I hope that helps. Debugging by proxy is a lot harder than actually sitting in front of your computer :)
Edit: According to the SciPy documentation, the training data contains integer values from 0 to 16. The values in your input image should be scaled to fit the same interval. (http://scikit-learn.org/stable/modules/generated/sklearn.datasets.load_digits.html#sklearn.datasets.load_digits)
1) You need to create your own training set - based on data similar to what you will be making predictions. The call to datasets.load_digits() in scikit-learn is loading a preprocessed version of the MNIST Digits dataset, which, for all we know, could have very different images to the ones that you are trying to recognise.
2) You need to set the parameters of your classifier properly. The call to svm.SVC(gamma = 0.001) is just choosing an arbitrary value of the gamma parameter in SVC, which may not be the best option. In addition, you are not configuring the C parameter - which is pretty important for SVMs. I'd bet that this is one of the reasons why your output is 'always 1'.
3) Whatever final settings you choose for your model, you'll need to use a cross-validation scheme to ensure that the algorithm is effectively learning
There's a lot of Machine Learning theory behind this, but, as a good start, I would really recommend to have a look at SVM - scikit-learn for a more in-depth description of how the SVC implementation in sickit-learn works, and GridSearchCV for a simple technique for parameter setting.
It's just a guess but... The Training set from Sk-Learn are black numbers on a white background.
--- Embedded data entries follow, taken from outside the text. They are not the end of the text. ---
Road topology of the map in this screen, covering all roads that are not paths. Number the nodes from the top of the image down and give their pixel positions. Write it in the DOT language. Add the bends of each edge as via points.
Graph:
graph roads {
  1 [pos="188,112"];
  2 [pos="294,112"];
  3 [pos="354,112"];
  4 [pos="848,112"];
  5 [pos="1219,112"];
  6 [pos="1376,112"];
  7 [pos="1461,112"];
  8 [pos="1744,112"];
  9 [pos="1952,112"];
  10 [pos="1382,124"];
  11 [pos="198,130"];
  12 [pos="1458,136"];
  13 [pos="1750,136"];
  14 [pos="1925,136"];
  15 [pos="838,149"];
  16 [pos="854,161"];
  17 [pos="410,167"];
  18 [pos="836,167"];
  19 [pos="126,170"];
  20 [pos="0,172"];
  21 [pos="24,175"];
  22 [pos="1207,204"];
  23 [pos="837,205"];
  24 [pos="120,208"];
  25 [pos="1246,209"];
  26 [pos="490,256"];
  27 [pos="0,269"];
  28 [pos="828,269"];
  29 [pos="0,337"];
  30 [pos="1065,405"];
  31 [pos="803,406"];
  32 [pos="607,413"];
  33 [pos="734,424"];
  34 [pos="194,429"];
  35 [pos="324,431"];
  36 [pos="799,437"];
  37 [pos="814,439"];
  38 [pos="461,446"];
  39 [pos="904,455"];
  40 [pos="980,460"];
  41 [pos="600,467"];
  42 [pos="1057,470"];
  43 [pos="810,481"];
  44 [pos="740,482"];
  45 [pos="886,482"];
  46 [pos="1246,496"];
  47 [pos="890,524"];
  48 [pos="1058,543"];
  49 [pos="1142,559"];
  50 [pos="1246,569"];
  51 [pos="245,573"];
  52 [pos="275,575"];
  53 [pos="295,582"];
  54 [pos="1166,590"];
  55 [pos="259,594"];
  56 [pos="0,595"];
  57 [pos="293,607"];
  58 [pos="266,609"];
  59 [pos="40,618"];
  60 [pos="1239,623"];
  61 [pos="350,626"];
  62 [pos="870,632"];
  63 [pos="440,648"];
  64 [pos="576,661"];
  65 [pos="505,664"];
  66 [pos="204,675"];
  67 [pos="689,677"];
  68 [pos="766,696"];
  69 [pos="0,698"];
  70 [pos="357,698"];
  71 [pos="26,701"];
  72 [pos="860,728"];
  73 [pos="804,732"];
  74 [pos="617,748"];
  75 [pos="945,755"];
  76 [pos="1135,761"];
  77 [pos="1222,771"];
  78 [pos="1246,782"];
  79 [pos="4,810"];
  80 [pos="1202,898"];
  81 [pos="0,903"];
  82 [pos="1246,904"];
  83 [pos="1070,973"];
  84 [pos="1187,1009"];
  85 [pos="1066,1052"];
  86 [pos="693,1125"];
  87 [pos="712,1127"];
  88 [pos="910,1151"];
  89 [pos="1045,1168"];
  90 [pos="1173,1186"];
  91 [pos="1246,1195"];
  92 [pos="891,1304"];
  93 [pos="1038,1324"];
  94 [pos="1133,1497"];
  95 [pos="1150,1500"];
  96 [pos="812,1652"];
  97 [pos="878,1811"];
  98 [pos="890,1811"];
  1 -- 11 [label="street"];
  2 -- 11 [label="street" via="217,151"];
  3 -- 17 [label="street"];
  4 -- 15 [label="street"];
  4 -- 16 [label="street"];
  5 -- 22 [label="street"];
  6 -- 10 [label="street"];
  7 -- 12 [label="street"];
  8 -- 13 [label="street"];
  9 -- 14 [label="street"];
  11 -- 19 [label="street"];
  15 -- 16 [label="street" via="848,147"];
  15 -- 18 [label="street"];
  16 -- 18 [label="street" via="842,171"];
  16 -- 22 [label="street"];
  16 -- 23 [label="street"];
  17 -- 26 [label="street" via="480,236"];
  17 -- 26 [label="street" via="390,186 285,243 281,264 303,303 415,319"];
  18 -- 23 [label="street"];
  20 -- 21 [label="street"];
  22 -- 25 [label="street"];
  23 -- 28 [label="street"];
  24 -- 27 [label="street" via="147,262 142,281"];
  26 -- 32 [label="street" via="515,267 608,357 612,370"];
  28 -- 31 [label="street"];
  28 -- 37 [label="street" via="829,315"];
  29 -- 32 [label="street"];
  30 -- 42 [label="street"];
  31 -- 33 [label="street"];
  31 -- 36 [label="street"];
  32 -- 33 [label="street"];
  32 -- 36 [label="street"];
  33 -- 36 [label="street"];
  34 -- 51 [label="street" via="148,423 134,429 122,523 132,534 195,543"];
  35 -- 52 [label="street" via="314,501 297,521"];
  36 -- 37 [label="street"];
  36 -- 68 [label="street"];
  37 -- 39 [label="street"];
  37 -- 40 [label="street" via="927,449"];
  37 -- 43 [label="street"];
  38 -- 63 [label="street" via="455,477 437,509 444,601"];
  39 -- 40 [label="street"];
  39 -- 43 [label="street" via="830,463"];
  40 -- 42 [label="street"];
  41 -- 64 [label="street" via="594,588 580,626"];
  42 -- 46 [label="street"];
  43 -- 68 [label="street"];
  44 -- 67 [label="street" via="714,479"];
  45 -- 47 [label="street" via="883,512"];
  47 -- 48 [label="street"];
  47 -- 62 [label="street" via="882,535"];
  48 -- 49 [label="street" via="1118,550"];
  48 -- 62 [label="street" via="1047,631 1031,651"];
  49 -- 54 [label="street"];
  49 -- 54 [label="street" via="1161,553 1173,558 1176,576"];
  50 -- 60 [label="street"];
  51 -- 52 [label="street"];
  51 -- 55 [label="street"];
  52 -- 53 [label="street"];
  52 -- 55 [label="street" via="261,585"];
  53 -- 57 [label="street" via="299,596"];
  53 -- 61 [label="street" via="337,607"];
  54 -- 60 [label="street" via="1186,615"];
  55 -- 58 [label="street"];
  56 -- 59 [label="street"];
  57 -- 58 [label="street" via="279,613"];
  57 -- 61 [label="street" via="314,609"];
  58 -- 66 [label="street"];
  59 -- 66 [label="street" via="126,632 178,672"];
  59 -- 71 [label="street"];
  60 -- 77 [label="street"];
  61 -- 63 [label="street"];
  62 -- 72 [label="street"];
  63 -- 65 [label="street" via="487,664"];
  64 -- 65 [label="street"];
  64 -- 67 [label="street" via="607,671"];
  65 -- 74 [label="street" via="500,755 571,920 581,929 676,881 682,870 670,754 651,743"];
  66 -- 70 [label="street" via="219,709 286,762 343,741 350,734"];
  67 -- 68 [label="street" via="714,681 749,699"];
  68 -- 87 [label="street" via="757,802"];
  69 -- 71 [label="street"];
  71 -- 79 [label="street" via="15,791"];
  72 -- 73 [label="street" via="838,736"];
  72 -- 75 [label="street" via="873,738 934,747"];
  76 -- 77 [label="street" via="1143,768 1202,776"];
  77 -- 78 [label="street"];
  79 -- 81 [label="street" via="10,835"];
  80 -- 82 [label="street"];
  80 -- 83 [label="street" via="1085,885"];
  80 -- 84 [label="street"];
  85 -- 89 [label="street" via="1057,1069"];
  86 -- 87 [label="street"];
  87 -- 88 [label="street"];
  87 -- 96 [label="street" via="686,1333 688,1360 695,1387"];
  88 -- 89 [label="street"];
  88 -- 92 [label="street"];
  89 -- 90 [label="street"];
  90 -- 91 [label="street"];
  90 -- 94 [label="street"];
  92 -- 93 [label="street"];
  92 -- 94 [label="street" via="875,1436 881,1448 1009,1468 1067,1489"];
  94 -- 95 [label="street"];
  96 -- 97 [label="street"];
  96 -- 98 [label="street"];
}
And you are trying to predict numbers which are white on a black background...
I think you should either train on your training set, or train on the negative version of your pictures.
I hope this help !
If you look at:
http://scikit-learn.org/stable/modules/generated/sklearn.datasets.load_digits.html#sklearn.datasets.load_digits
you can see that each point in the matrix as a value between 0-16.
You can try to transform the values of the image to between 0-16. I did it and now the prediction works well for the digit 9 but not for 8 and 6. It doesn't give 1 any more.
from sklearn import datasets, svm, metrics
import cv2
import numpy as np
# Load digit database
digits = datasets.load_digits()
n_samples = len(digits.images)
data = digits.images.reshape((n_samples, -1))
# Train SVM classifier
classifier = svm.SVC(gamma = 0.001)
classifier.fit(data[:n_samples], digits.target[:n_samples])
# Read image "9"
img = cv2.imread("w1.jpg")
img = img[:,:,0];
img = cv2.resize(img, (8, 8))
# Normalize the values in the image to 0-16
minValueInImage = np.min(img)
maxValueInImage = np.max(img)
normaliizeImg = np.floor(np.divide((img - minValueInImage).astype(np.float),(maxValueInImage-minValueInImage).astype(np.float))*16)
# Predict
predicted = classifier.predict(normaliizeImg.reshape((1,normaliizeImg.shape[0]*normaliizeImg.shape[1] )))
print predicted
I have solved this problem using below methods:
check the number of attributes, too large or too small.
check the scale of your gray value, I change to [0,16].
check data type, I change it to uint8.
check the number of training data, too small or not.
I hope it helps. ^.^
Hi in addition to #carrdelling respond, i will add that you may use the same training set, if you normalize your images to have the same range of value.
For example you could binaries your data ( 1 if > 0, 0 else ) or you could divide by the maximum intensity in your image to have an arbitrary interval [0;1].
You probably want to extract features relevant to to your data set from the images and train your model on them.
One example I copied from here.
surf = cv2.SURF(400)
kp, des = surf.detectAndCompute(img,None)
But the SURF features may not be the most useful or relevant to your dataset and training task. You should try others too like HOG or others.
Remember this more high level the features you extract the more general/error-tolerant your model will be to unseen images. However, you may be sacrificing accuracy in your known samples and test cases.